INSTRUCTIONS TO FOLLOW: Filter the entries for lines with the word "Hyllie".

DATA EXCERPTS:
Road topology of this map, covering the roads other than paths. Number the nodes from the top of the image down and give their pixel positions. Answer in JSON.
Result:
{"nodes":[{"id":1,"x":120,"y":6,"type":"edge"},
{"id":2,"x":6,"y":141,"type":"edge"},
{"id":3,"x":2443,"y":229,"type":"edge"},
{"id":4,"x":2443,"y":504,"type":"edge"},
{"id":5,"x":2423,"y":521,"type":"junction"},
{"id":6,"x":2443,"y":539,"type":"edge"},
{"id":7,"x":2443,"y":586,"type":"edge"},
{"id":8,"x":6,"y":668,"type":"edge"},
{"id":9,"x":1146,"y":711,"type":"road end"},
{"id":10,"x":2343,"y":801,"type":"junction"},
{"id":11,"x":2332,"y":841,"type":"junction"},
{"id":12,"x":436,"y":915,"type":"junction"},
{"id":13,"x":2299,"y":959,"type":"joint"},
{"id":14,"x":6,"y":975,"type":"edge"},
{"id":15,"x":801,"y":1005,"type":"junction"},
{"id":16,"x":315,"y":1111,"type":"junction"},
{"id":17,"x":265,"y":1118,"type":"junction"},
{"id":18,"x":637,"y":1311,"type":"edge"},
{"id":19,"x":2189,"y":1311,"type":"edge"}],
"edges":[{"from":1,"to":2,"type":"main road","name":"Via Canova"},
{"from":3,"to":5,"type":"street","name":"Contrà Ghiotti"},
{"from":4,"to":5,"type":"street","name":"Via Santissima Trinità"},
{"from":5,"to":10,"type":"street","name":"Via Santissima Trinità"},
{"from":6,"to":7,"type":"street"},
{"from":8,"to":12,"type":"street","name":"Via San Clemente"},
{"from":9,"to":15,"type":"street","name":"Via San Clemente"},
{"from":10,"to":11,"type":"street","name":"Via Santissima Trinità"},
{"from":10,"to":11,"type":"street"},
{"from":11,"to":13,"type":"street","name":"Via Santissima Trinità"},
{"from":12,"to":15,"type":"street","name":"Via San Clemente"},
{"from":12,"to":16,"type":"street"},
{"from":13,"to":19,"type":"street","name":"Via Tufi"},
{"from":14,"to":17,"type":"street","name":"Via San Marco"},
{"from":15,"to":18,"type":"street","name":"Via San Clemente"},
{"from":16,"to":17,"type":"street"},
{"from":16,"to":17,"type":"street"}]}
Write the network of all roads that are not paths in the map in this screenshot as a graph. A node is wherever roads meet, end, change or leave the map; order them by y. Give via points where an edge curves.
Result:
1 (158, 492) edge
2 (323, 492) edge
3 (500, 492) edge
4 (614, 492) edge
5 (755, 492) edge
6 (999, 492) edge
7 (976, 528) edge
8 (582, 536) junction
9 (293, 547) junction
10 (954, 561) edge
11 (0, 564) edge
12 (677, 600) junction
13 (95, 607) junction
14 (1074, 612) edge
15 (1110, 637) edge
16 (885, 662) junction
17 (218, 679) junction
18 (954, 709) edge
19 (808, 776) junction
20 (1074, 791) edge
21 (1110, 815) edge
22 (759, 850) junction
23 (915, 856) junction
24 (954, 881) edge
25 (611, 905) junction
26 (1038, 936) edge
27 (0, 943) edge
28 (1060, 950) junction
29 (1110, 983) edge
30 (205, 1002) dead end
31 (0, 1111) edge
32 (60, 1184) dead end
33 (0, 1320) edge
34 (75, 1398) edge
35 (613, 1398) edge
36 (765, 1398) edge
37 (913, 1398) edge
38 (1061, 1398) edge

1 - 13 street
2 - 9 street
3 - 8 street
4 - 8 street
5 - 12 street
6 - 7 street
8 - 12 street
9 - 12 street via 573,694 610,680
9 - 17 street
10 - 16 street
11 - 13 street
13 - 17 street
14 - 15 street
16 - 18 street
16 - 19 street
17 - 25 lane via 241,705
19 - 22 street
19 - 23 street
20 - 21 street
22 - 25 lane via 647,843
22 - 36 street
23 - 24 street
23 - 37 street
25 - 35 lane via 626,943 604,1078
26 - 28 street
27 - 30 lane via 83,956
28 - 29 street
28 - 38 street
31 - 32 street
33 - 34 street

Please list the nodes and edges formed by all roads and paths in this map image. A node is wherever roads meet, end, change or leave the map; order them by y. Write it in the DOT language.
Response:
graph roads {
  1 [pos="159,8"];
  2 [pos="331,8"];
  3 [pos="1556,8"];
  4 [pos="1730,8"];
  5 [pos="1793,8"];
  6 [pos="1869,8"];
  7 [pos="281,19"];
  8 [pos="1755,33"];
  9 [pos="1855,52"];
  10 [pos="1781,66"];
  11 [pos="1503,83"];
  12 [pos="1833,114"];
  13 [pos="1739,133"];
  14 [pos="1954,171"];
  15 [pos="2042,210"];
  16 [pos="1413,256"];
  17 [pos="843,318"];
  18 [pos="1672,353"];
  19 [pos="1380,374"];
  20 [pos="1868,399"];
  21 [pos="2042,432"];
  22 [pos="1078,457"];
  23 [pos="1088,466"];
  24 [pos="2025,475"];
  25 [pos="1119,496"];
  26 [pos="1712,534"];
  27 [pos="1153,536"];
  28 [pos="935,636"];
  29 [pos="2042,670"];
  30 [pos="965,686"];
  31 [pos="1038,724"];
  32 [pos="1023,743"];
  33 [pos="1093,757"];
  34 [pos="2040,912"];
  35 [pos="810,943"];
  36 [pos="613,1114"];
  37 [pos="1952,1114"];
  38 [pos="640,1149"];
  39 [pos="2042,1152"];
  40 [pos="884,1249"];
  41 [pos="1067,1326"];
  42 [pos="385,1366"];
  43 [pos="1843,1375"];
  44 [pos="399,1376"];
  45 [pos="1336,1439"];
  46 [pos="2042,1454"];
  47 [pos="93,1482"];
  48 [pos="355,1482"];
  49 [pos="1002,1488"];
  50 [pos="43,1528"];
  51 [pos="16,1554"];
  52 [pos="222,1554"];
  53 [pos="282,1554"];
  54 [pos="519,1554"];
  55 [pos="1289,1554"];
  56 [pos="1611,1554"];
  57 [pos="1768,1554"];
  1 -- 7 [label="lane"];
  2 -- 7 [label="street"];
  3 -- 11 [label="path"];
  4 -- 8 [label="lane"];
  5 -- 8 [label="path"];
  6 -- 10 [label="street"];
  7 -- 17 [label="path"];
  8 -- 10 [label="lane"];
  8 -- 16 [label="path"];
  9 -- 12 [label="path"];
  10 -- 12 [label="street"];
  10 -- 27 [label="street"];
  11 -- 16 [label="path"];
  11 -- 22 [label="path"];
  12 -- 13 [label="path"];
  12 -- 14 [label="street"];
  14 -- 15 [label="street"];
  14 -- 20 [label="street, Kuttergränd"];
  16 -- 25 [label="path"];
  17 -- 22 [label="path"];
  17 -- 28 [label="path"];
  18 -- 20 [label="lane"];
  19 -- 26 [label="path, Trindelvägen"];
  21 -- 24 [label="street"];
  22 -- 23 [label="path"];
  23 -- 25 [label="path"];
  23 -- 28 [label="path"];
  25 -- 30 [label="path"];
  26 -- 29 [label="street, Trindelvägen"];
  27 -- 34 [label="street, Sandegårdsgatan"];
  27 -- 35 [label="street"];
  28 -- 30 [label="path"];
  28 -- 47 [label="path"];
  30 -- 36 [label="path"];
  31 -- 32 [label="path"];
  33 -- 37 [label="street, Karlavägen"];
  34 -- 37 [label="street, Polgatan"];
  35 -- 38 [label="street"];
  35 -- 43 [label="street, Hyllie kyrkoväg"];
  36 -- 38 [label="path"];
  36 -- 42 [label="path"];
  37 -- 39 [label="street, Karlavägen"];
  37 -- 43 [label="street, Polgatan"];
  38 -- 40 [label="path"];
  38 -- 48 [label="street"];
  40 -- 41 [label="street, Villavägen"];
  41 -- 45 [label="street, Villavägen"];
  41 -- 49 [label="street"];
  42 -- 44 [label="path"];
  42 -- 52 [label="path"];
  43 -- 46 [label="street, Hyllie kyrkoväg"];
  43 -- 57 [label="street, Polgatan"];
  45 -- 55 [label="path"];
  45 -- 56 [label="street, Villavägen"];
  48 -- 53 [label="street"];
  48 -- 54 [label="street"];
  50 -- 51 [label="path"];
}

TASK OUTPUT:
  35 -- 43 [label="street, Hyllie kyrkoväg"];
  43 -- 46 [label="street, Hyllie kyrkoväg"];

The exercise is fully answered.